Read Windwitch Page 13


  Aeduan nodded. “In the morning,” he said, fighting the urge to jerk away and dive into the stream after his shirt. “I’ll give you a coin in the morning.”

  With a nod of her own, Iseult finally left the stream. The forest folded her in, fireflies lighting her way.

  And Aeduan was instantly in the water, paddling fast and praying that the one shirt he owned wasn’t too far downstream to find again.

  FOURTEEN

  A fog encased the night-darkened streets of Lovats while Merik watched the Linday family mansion. Like all vizerial city abodes, the house stood solemly on the oak-lined road called White Street that traced up Queen’s Hill.

  No lanterns lit within the mansion, no shadows moved. Which left only one place a Plantwitch might logically go at night: his gardens.

  It took Merik mere minutes to reach the Linday greenhouse. Vapor drifted into the gardens around it, veiling the structure of glass and iron that Merik knew waited within.

  Thirteen years had passed since Merik had roamed the jungles of this greenhouse. He’d been a boy then, just seven years old.

  It had also been daylight, and more important, he’d been invited.

  Yet none of the clumsy guards noticed Merik stalking from one shadow to the next. Twice, Merik almost stumbled upon them, but twice, Merik gusted up a wall of mist to cloak him.

  He spun around a bellflower hedge, its violet blossoms in full bloom, and ducked beneath a cherry tree. Such a despicable waste of space, this greenhouse. This garden. And an even more despicable waste of magic. The Linday family could use their resources to feed the starving who crushed against their gates, yet instead they grew ornamental flowers of no use to anyone.

  Perhaps Merik could add that to his list of conversation points with the vizer.

  Onward Merik stole. Toward Linday, toward the truth about the assassin Garren. Power, power, power. It pumped through Merik, so easy to tap into. So easy to command, even as exhausted as he was.

  Ever since Pin’s Keep—ever since he had embraced the name Fury—his winds had come without protest, his temper had stayed calm. Easy.

  And easy was good as far as Merik was concerned. Easy let ships sail without fear and crews reach home unharmed.

  Easy, however, did not mean trip wires. Slung across the greenhouse’s back entrance, Merik felt the string the instant it hit his shin—and he felt the vibration race outward like a plucked harp.

  Oh, hell-waters.

  His hands swept up; his winds shot out, a charge of power to counteract the moving line.

  Merik watched, breath held, as it stilled. As the whole world stilled, shrinking down to that cursed string and his booming heart. It thundered loud enough to give him away.

  Yet no alarm went off. No trap released, leaving Merik to carefully sweep his gaze over every leaf, every petal, every strip of bark in sight. The wire traveled into the shadows, to where iron beams held glass walls upright. Then up the string shot, ending at a brass bell.

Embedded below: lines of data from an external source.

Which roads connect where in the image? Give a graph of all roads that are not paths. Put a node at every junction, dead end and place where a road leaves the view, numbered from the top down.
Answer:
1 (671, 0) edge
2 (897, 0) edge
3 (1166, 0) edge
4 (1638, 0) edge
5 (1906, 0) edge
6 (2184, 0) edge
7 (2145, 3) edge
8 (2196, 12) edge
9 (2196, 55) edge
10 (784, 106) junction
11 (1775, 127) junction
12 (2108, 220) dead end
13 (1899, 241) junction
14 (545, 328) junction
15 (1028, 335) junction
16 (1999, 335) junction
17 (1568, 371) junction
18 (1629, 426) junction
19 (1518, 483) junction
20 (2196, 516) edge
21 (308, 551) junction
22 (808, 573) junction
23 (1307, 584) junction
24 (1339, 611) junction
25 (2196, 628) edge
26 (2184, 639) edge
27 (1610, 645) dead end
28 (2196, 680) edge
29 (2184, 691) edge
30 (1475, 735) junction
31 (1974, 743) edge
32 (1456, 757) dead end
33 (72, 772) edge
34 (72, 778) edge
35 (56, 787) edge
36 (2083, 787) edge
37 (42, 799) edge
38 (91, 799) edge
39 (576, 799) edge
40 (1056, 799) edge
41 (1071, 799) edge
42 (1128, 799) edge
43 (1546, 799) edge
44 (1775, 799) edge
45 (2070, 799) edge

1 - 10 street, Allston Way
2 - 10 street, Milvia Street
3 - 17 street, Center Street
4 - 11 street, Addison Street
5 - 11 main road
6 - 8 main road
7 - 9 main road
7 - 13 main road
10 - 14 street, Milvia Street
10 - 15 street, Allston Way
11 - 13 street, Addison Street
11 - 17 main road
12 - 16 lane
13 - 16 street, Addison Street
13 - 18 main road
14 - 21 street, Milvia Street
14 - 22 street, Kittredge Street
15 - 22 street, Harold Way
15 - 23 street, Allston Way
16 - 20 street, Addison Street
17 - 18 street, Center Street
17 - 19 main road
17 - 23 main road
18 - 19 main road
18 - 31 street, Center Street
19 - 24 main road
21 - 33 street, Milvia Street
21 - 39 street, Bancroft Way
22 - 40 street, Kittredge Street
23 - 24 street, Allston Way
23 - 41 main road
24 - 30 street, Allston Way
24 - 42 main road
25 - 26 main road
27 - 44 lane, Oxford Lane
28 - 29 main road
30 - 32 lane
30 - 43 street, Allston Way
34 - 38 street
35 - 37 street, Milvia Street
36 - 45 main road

  Merik’s breath kicked out. That had been too close, for though the bell might have been tiny, it was more than enough to alert someone of Merik’s arrival. The only other sound was a burbling fountain at the greenhouse’s heart.

  While Merik wouldn’t have been surprised to learn that young Serrit Linday was a paranoid bastard, there had never been guards or trip wires at the nobleman’s mansion during their childhood.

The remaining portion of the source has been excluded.